Why was Denver slow to bring Lock off of the injured reserve list? Because until Flacco got hurt, they thought they were in the playoff race. Even at 2-5, the Broncos felt like they could string enough wins together to make a run at a wild-card berth. Once those two teams finally emerge in the AFC, that might not seem like as crazy of a notion as it does right now; after all, the Raiders and Titans are in the mix.
If they were making a late-season push, the Broncos didn’t think it made sense to use a roster spot on a player they didn’t want to see the field. Lock would only play if disaster struck with Flacco. On the other hand, Tim Patrick and Theo Riddick could provide a much-needed spark to the offense.
Once Flacco did get hurt, Denver was caught with their pants down. By putting Lock on IR at the start of the season, which they never should’ve done, they didn’t have him ready to go as the veteran’s replacement. At the time, the rookie hadn’t practiced since mid-August.

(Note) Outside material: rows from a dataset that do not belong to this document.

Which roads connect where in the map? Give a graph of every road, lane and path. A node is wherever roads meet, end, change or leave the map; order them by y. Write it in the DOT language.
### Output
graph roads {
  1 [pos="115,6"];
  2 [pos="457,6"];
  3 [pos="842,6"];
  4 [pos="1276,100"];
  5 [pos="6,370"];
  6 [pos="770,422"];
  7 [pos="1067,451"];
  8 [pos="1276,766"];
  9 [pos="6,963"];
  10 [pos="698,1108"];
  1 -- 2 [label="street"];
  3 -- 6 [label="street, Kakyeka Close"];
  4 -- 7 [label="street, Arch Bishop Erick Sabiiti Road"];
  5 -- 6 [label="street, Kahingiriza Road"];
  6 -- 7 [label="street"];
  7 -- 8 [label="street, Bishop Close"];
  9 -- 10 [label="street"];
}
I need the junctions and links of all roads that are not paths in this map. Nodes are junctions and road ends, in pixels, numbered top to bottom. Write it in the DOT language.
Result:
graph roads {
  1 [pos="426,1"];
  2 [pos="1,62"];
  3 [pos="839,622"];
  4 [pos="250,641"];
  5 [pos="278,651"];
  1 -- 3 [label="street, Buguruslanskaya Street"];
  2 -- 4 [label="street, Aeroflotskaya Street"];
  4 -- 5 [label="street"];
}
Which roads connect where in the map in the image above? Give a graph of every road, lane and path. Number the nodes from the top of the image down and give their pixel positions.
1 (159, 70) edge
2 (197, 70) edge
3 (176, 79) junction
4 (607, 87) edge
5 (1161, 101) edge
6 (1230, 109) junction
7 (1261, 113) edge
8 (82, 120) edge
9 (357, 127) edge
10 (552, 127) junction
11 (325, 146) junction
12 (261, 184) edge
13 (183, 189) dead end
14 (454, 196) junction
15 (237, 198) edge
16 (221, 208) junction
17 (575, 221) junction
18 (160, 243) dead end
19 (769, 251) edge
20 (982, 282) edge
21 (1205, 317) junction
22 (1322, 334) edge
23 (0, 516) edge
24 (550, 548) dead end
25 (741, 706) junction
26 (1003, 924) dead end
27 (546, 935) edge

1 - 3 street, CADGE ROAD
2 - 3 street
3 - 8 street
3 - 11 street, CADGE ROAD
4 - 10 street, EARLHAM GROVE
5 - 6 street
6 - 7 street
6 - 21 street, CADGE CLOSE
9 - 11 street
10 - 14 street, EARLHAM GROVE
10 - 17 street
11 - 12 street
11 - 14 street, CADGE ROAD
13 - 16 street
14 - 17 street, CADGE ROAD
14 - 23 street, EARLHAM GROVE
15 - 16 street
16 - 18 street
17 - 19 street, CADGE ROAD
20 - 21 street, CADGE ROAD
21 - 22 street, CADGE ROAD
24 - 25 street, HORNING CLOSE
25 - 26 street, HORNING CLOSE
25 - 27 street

They had to bridge the gap with Allen. The journeyman would get the start at home against the Browns in Week 9, as well as be the sacrificial lamb on the road again against the Vikings and Bills. That would get the Broncos to now, when they can make the transition to the potential quarterback of the future, setting him up for some early success.
At this point, there is no reason not to make the switch.
Even the most-optimistic fans have to admit that Denver is out of the playoff chase. That’s been the reality for weeks, but it’s now virtually official.
Allen isn’t playing well. After looking decent against Cleveland, as well as in the first half at Minnesota, he’s come crashing back to earth during the past six quarters.
After halftime in Buffalo, Allen completed just 2-of-12 passes for four yards against the Bills. He had three passes that could’ve easily been intercepted. And the Broncos offense was anemic, going three-and-out on their last five drives.
That’s not all on Allen, but the quarterback is certainly a big part of the problem. Once Denver gets behind and the offense isn’t on schedule, he doesn’t have the physical tools to make plays. He doesn’t have the arm strength needed to carve up a defense that is playing the pass; defenders are just sitting in wait, ready to jump routes and pick off his passes.
The schedule also sets up well Lock. The Chargers are sputtering at 4-7, giving him a good opponent to make his debut against in front of the friendly Empower Field crowd. The Lions and Raiders round out the season by visiting Denver, giving the rookie two other winnable home games.
Yes, he’ll have to go to Houston on Dec. 1 and Kansas City on Dec. 8, but neither of those teams are the ’85 Bears. They’ll be tough assignments, but they won’t be setting the kid up to fail miserably. The Texans don’t boast a ridiculous home environment and the Chiefs defense is pretty porous.
Plus, Lock’s going to have to play on the road at some point in his career; he can’t duck tough games forever. He might as well get used to it.
And finally, Broncos Country is getting restless. Sunday’s loss was a snooze-fest, the type of game that turns a fan base apathetic. In order to hold people attention during the final month of the season, especially for the three remaining home games, Denver has to do something to generate interest.
It all adds up to now being the perfect time to make the switch. Drew Lock should be the Broncos starting quarterback on Dec. 1 against the Chargers.
If he’s not, there should be questions about whether or not he’ll ever get a chance. But more importantly, there should be questions about the people making the decisions at Dove Valley.